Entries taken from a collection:

━━━━

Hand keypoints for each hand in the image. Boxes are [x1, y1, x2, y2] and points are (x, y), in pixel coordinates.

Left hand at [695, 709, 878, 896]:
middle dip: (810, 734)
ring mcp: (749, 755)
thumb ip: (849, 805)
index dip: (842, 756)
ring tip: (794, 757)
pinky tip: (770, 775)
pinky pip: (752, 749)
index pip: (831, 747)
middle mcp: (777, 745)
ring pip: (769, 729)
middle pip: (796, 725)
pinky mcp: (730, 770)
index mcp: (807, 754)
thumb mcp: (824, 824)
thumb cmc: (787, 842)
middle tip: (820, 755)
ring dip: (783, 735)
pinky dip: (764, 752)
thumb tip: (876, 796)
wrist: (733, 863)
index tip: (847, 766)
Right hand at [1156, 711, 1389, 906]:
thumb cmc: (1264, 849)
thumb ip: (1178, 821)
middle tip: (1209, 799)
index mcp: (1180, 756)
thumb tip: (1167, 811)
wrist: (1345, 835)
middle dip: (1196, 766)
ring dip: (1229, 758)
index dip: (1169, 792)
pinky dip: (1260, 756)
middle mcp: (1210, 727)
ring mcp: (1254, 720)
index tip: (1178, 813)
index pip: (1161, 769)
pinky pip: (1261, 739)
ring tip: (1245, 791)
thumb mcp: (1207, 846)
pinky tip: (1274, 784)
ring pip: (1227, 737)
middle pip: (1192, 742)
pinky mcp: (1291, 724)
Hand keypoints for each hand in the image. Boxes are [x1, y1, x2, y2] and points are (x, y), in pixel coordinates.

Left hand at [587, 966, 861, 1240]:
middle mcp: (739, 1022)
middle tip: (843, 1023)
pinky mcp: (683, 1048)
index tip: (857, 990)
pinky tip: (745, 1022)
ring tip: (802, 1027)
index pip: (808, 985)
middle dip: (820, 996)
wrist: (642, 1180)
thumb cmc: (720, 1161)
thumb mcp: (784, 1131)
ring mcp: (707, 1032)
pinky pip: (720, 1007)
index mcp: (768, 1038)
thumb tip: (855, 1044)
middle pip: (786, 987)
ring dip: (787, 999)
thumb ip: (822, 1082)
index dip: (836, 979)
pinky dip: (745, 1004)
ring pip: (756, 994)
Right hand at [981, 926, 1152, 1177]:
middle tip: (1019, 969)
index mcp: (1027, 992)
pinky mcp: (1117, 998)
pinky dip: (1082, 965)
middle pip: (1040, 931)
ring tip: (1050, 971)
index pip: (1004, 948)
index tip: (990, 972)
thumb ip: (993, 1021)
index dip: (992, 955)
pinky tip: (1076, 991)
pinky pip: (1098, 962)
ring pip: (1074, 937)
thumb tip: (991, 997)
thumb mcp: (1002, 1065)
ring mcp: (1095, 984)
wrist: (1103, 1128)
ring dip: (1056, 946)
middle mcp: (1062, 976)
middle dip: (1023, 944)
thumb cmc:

━━━━

Type out the entries exactly as they appear above.

Hand keypoints for each hand in the image. Boxes are [x1, y1, x2, y2] and points are (x, y), in pixel coordinates.

Left hand at [695, 709, 878, 896]:
middle dip: (810, 734)
ring mcp: (749, 755)
thumb ip: (849, 805)
index dip: (842, 756)
ring tip: (794, 757)
pinky tip: (770, 775)
pinky pip: (752, 749)
index pip: (831, 747)
middle mcp: (777, 745)
ring pip: (769, 729)
middle pip: (796, 725)
pinky mcp: (730, 770)
index mcp: (807, 754)
thumb mcp: (824, 824)
thumb cmc: (787, 842)
middle tip: (820, 755)
ring dip: (783, 735)
pinky dip: (764, 752)
thumb tip: (876, 796)
wrist: (733, 863)
index tip: (847, 766)
Right hand at [1156, 711, 1389, 906]:
thumb cmc: (1264, 849)
thumb ip: (1178, 821)
middle tip: (1209, 799)
index mcp: (1180, 756)
thumb tip: (1167, 811)
wrist: (1345, 835)
middle dip: (1196, 766)
ring dip: (1229, 758)
index dip: (1169, 792)
pinky dip: (1260, 756)
middle mcp: (1210, 727)
ring mcp: (1254, 720)
index tip: (1178, 813)
index pip: (1161, 769)
pinky pip: (1261, 739)
ring tip: (1245, 791)
thumb mcp: (1207, 846)
pinky tip: (1274, 784)
ring pip: (1227, 737)
middle pip: (1192, 742)
pinky mcp: (1291, 724)
Hand keypoints for each hand in the image. Boxes are [x1, y1, x2, y2] and points are (x, y), in pixel coordinates.

Left hand at [587, 966, 861, 1240]:
middle mcp: (739, 1022)
middle tip: (843, 1023)
pinky mcp: (683, 1048)
index tip: (857, 990)
pinky tip: (745, 1022)
ring tip: (802, 1027)
index pip: (808, 985)
middle dip: (820, 996)
wrist: (642, 1180)
thumb cmc: (720, 1161)
thumb mcp: (784, 1131)
ring mcp: (707, 1032)
pinky pip: (720, 1007)
index mcp: (768, 1038)
thumb tip: (855, 1044)
middle pip: (786, 987)
ring dip: (787, 999)
thumb ip: (822, 1082)
index dip: (836, 979)
pinky dip: (745, 1004)
ring pip: (756, 994)
Right hand at [981, 926, 1152, 1177]:
middle tip: (1019, 969)
index mcp: (1027, 992)
pinky mcp: (1117, 998)
pinky dip: (1082, 965)
middle pip: (1040, 931)
ring tip: (1050, 971)
index pip: (1004, 948)
index tip: (990, 972)
thumb ip: (993, 1021)
index dip: (992, 955)
pinky tip: (1076, 991)
pinky pip: (1098, 962)
ring pip: (1074, 937)
thumb tip: (991, 997)
thumb mcp: (1002, 1065)
ring mcp: (1095, 984)
wrist: (1103, 1128)
ring dip: (1056, 946)
middle mcp: (1062, 976)
middle dip: (1023, 944)
thumb cmc:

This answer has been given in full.